* [EXERCISE INSTRUCTIONS] Everything from the opening line of the records below up to and including the line containing "cairo_restore(cr);" should be retyped exactly, minus the pictures.

* [DATA FOR ANALYSIS]
►
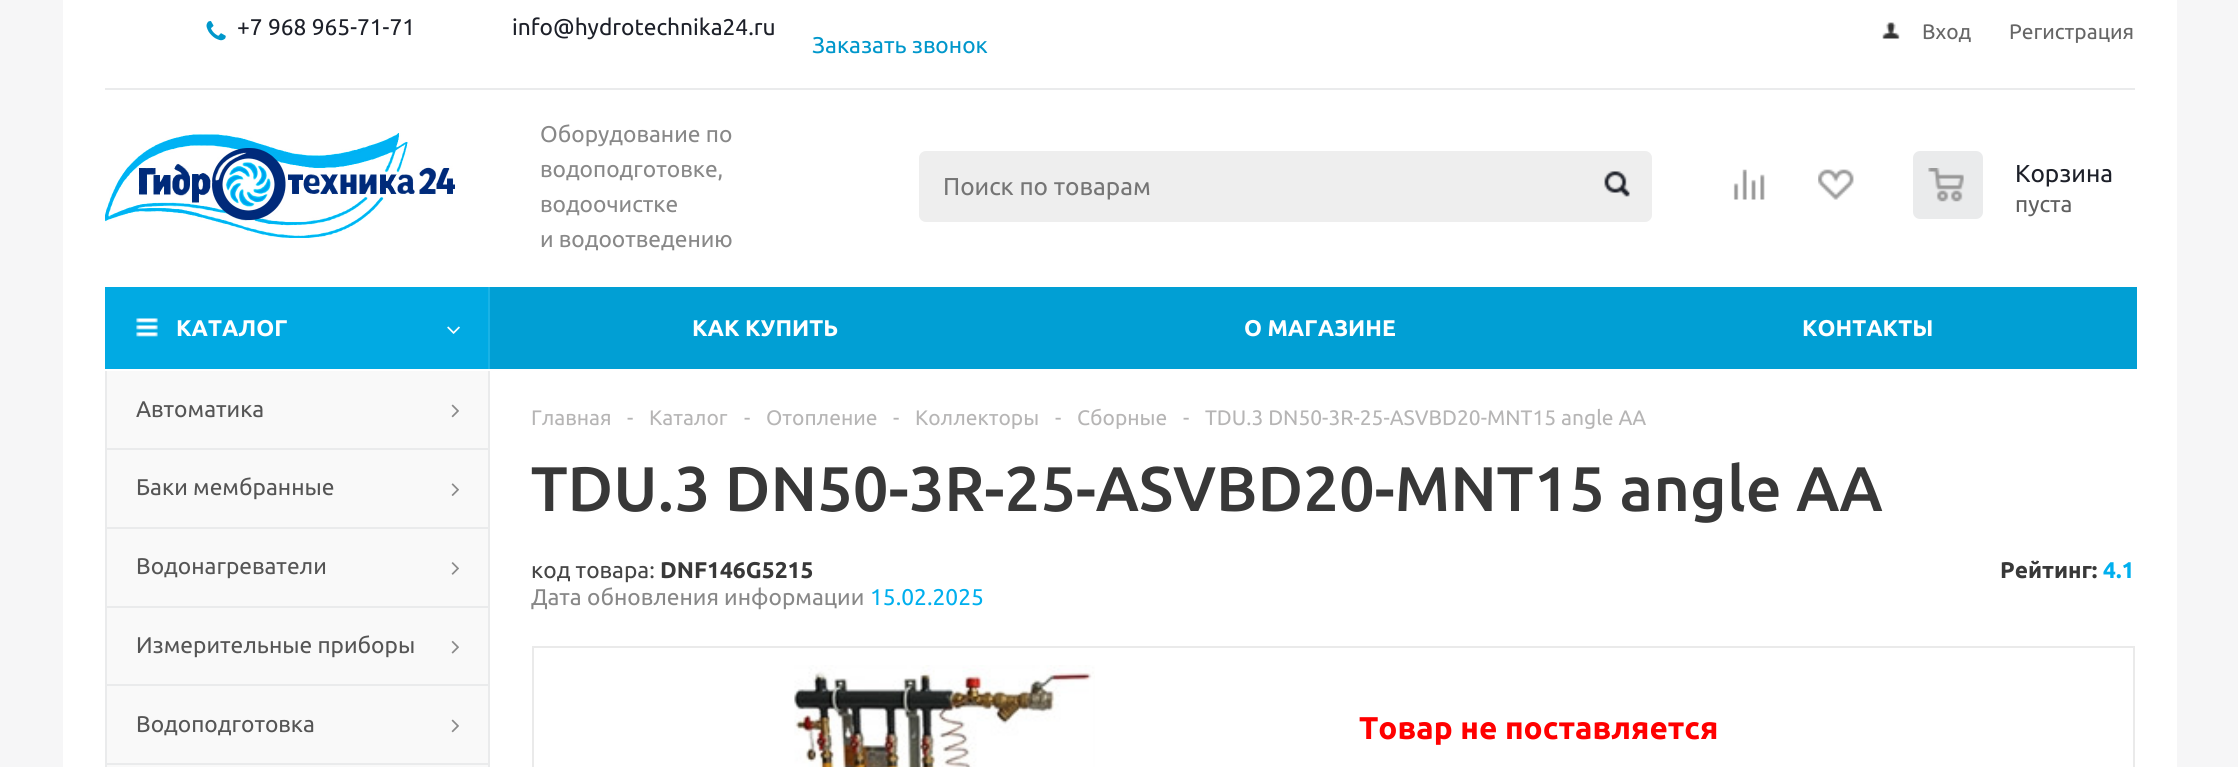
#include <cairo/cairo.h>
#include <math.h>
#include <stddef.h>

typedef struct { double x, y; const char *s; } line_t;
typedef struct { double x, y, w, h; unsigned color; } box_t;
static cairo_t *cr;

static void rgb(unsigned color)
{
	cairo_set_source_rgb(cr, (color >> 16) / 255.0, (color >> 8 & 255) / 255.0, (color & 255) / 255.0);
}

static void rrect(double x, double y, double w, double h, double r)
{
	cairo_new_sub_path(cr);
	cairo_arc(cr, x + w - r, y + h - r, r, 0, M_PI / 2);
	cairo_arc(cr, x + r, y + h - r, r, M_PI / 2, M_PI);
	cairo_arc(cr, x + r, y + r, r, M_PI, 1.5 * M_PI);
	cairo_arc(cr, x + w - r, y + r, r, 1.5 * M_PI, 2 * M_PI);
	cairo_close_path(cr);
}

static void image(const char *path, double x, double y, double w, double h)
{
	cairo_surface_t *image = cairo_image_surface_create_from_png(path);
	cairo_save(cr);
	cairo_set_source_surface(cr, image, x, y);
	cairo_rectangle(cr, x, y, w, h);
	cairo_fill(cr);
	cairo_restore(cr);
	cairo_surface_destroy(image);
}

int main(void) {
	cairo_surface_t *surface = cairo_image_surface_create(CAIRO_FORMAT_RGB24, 2238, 767);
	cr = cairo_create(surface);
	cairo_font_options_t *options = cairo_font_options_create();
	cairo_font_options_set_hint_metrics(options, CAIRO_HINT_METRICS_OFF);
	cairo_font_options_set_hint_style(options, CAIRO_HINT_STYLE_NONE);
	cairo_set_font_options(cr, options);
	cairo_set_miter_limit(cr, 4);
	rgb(0xf6f6f7);
	cairo_paint(cr);
	rgb(0xffffff);
	cairo_rectangle(cr, 63, 0, 2114, 767);
	cairo_fill(cr);
	image("img/1.png", 206, 21, 20, 20);
	image("img/2.png", 1882, 22, 18, 17);
	rgb(0xeaebec);
	cairo_rectangle(cr, 105, 88, 2030, 2);
	cairo_fill(cr);
	image("img/3.png", 105, 133, 350, 105);
	rgb(0xeeeeee);
	rrect(919, 151, 733, 71, 7);
	cairo_fill(cr);
	image("img/4.png", 1604, 171, 26, 26);
	image("img/5.png", 1733, 169, 32, 31);
	image("img/6.png", 1818, 169, 36, 31);
	rgb(0xeaebec);
	rrect(1913, 151, 70, 68, 7);
	cairo_fill(cr);
	image("img/7.png", 1928, 168, 36, 34);
	rgb(0x019fd4);
	cairo_rectangle(cr, 490, 287, 1647, 82);
	cairo_fill(cr);
	rgb(0x01aae3);
	cairo_rectangle(cr, 105, 287, 383, 82);
	cairo_fill(cr);
	image("img/8.png", 136, 318, 22, 19);
	rgb(0x1ab3e6);
	cairo_rectangle(cr, 488, 287, 2, 82);
	cairo_fill(cr);
	image("img/9.png", 447, 326, 13, 8);
	{
		static const box_t items[] = {
			{107, 371, 381, 77, 0xf9f9f9},
			{488, 371, 2, 77, 0xeaebec},
			{105, 371, 2, 77, 0xeaebec},
		};
		for (size_t i = 0; i < sizeof items / sizeof *items; i++) {
			rgb(items[i].color);
			cairo_rectangle(cr, items[i].x, items[i].y, items[i].w, items[i].h);
			cairo_fill(cr);
		}
	}
	image("img/10.png", 451, 404, 8, 14);
	{
		static const box_t items[] = {
			{107, 450, 381, 77, 0xf9f9f9},
			{105, 448, 385, 2, 0xeaebec},
			{488, 448, 2, 79, 0xeaebec},
			{105, 448, 2, 79, 0xeaebec},
		};
		for (size_t i = 0; i < sizeof items / sizeof *items; i++) {
			rgb(items[i].color);
			cairo_rectangle(cr, items[i].x, items[i].y, items[i].w, items[i].h);
			cairo_fill(cr);
		}
	}
	image("img/11.png", 451, 483, 8, 13);
	{
		static const box_t items[] = {
			{107, 529, 381, 77, 0xf9f9f9},
			{105, 527, 385, 2, 0xeaebec},
			{488, 527, 2, 79, 0xeaebec},
			{105, 527, 2, 79, 0xeaebec},
		};
		for (size_t i = 0; i < sizeof items / sizeof *items; i++) {
			rgb(items[i].color);
			cairo_rectangle(cr, items[i].x, items[i].y, items[i].w, items[i].h);
			cairo_fill(cr);
		}
	}
	image("img/12.png", 451, 562, 8, 13);
	{
		static const box_t items[] = {
			{107, 608, 381, 76, 0xf9f9f9},
			{105, 606, 385, 2, 0xeaebec},
			{488, 606, 2, 78, 0xeaebec},
			{105, 606, 2, 78, 0xeaebec},
		};
		for (size_t i = 0; i < sizeof items / sizeof *items; i++) {
			rgb(items[i].color);
			cairo_rectangle(cr, items[i].x, items[i].y, items[i].w, items[i].h);
			cairo_fill(cr);
		}
	}
	image("img/13.png", 451, 640, 8, 14);
	{
		static const box_t items[] = {
			{107, 686, 381, 77, 0xf9f9f9},
			{105, 684, 385, 2, 0xeaebec},
			{488, 684, 2, 79, 0xeaebec},
			{105, 684, 2, 79, 0xeaebec},
		};
		for (size_t i = 0; i < sizeof items / sizeof *items; i++) {
			rgb(items[i].color);
			cairo_rectangle(cr, items[i].x, items[i].y, items[i].w, items[i].h);
			cairo_fill(cr);
		}
	}
	image("img/10.png", 451, 719, 8, 14);
	{
		static const box_t items[] = {
			{107, 765, 381, 2, 0xf9f9f9},
			{105, 763, 385, 2, 0xeaebec},
			{488, 763, 2, 4, 0xeaebec},
			{105, 763, 2, 4, 0xeaebec},
		};
		for (size_t i = 0; i < sizeof items / sizeof *items; i++) {
			rgb(items[i].color);
			cairo_rectangle(cr, items[i].x, items[i].y, items[i].w, items[i].h);
			cairo_fill(cr);
		}
	}
	cairo_rectangle(cr, 533, 647, 1601, 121);
	rgb(0xeaeaea);
	cairo_stroke(cr);
	image("img/14.png", 794, 665, 301, 102);
	cairo_select_font_face(cr, "Ubuntu", CAIRO_FONT_SLANT_NORMAL, CAIRO_FONT_WEIGHT_NORMAL);
	cairo_set_font_size(cr, 22.75);
	rgb(0x1d2029);
	cairo_move_to(cr, 237, 35);
	cairo_show_text(cr, "+7 968 965-71-71");
	cairo_move_to(cr, 512, 35);
	cairo_show_text(cr, "info@hydrotechnika24.ru");
	rgb(0x0097cb);
	cairo_move_to(cr, 812, 53);
	cairo_show_text(cr, "Заказать звонок");
	cairo_set_font_size(cr, 21);
	rgb(0x666666);
	cairo_move_to(cr, 1922, 39);
	cairo_show_text(cr, "Вход");
	cairo_move_to(cr, 2009, 39);
	cairo_show_text(cr, "Регистрация");
	cairo_set_font_size(cr, 22.75);
	rgb(0x888888);
	{
		static const line_t items[] = {
			{540, 142, "Оборудование по"},
			{540, 177, "водоподготовке,"},
			{540, 212, "водоочистке"},
			{540, 247, "и водоотведению"},
		};
		for (size_t i = 0; i < sizeof items / sizeof *items; i++) {
			cairo_move_to(cr, items[i].x, items[i].y);
			cairo_show_text(cr, items[i].s);
		}
	}
	cairo_set_font_size(cr, 24.5);
	rgb(0x757575);
	cairo_move_to(cr, 943, 195);
	cairo_show_text(cr, "Поиск по товарам");
	rgb(0x1d2029);
	cairo_move_to(cr, 2015, 182);
	cairo_show_text(cr, "Корзина");
	cairo_set_font_size(cr, 22.75);
	rgb(0x5f5f5f);
	cairo_move_to(cr, 2015, 212);
	cairo_show_text(cr, "пуста");
	cairo_select_font_face(cr, "Ubuntu", CAIRO_FONT_SLANT_NORMAL, CAIRO_FONT_WEIGHT_BOLD);
	rgb(0xffffff);
	{
		static const line_t items[] = {
			{176, 336, "КАТАЛОГ"},
			{692, 336, "КАК КУПИТЬ"},
			{1244, 336, "О МАГАЗИНЕ"},
			{1802, 336, "КОНТАКТЫ"},
		};
		for (size_t i = 0; i < sizeof items / sizeof *items; i++) {
			cairo_move_to(cr, items[i].x, items[i].y);
			cairo_show_text(cr, items[i].s);
		}
	}
	cairo_select_font_face(cr, "Ubuntu", CAIRO_FONT_SLANT_NORMAL, CAIRO_FONT_WEIGHT_NORMAL);
	rgb(0x555555);
	{
		static const line_t items[] = {
			{136, 417, "Автоматика"},
			{136, 495, "Баки мембранные"},
			{136, 574, "Водонагреватели"},
			{136, 653, "Измерительные приборы"},
			{136, 732, "Водоподготовка"},
		};
		for (size_t i = 0; i < sizeof items / sizeof *items; i++) {
			cairo_move_to(cr, items[i].x, items[i].y);
			cairo_show_text(cr, items[i].s);
		}
	}
	cairo_set_font_size(cr, 21);
	rgb(0xb6b5b5);
	{
		static const line_t items[] = {
			{531, 425, "Главная"},
			{627, 425, "-"},
			{649, 425, "Каталог"},
			{744, 425, "-"},
			{766, 425, "Отопление"},
			{893, 425, "-"},
			{915, 425, "Коллекторы"},
			{1055, 425, "-"},
			{1077, 425, "Сборные"},
			{1183, 425, "-"},
			{1205, 425, "TDU.3 DN50-3R-25-ASVBD20-MNT15 angle AA"},
		};
		for (size_t i = 0; i < sizeof items / sizeof *items; i++) {
			cairo_move_to(cr, items[i].x, items[i].y);
			cairo_show_text(cr, items[i].s);
		}
	}
	cairo_select_font_face(cr, "Ubuntu Medium", CAIRO_FONT_SLANT_NORMAL, CAIRO_FONT_WEIGHT_NORMAL);
	cairo_set_font_size(cr, 63);
	rgb(0x383838);
	cairo_move_to(cr, 531, 511);
	cairo_show_text(cr, "TDU.3 DN50-3R-25-ASVBD20-MNT15 angle AA");
	cairo_select_font_face(cr, "Ubuntu", CAIRO_FONT_SLANT_NORMAL, CAIRO_FONT_WEIGHT_NORMAL);
	cairo_set_font_size(cr, 22.75);
	rgb(0x454545);
	cairo_move_to(cr, 531, 578);
	cairo_show_text(cr, "код товара:");
	cairo_select_font_face(cr, "Ubuntu", CAIRO_FONT_SLANT_NORMAL, CAIRO_FONT_WEIGHT_BOLD);
	rgb(0x383838);
	cairo_move_to(cr, 660, 578);
	cairo_show_text(cr, "DNF146G5215");
	cairo_select_font_face(cr, "Ubuntu", CAIRO_FONT_SLANT_NORMAL, CAIRO_FONT_WEIGHT_NORMAL);
	rgb(0x888888);
	cairo_move_to(cr, 531, 605);
	cairo_show_text(cr, "Дата обновления информации");
	rgb(0x00afee);
	cairo_move_to(cr, 870, 605);
	cairo_show_text(cr, "15.02.2025");
	cairo_select_font_face(cr, "Ubuntu", CAIRO_FONT_SLANT_NORMAL, CAIRO_FONT_WEIGHT_BOLD);
	rgb(0x383838);
	cairo_move_to(cr, 2000, 578);
	cairo_show_text(cr, "Рейтинг:");
	rgb(0x00afee);
	cairo_move_to(cr, 2103, 578);
	cairo_show_text(cr, "4.1");
	cairo_set_font_size(cr, 31.5);
	rgb(0xff0000);
	cairo_move_to(cr, 1359, 739);
	cairo_show_text(cr, "Товар не поставляется");
	cairo_surface_write_to_png(surface, "page.png");
	cairo_font_options_destroy(options);
	cairo_destroy(cr);
	cairo_surface_destroy(surface);
	return 0;
}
◄
* [YOUR RESPONSE]
#include <cairo/cairo.h>
#include <math.h>
#include <stddef.h>

typedef struct { double x, y; const char *s; } line_t;
typedef struct { double x, y, w, h; unsigned color; } box_t;
static cairo_t *cr;

static void rgb(unsigned color)
{
	cairo_set_source_rgb(cr, (color >> 16) / 255.0, (color >> 8 & 255) / 255.0, (color & 255) / 255.0);
}

static void rrect(double x, double y, double w, double h, double r)
{
	cairo_new_sub_path(cr);
	cairo_arc(cr, x + w - r, y + h - r, r, 0, M_PI / 2);
	cairo_arc(cr, x + r, y + h - r, r, M_PI / 2, M_PI);
	cairo_arc(cr, x + r, y + r, r, M_PI, 1.5 * M_PI);
	cairo_arc(cr, x + w - r, y + r, r, 1.5 * M_PI, 2 * M_PI);
	cairo_close_path(cr);
}

static void image(const char *path, double x, double y, double w, double h)
{
	cairo_surface_t *image = cairo_image_surface_create_from_png(path);
	cairo_save(cr);
	cairo_set_source_surface(cr, image, x, y);
	cairo_rectangle(cr, x, y, w, h);
	cairo_fill(cr);
	cairo_restore(cr);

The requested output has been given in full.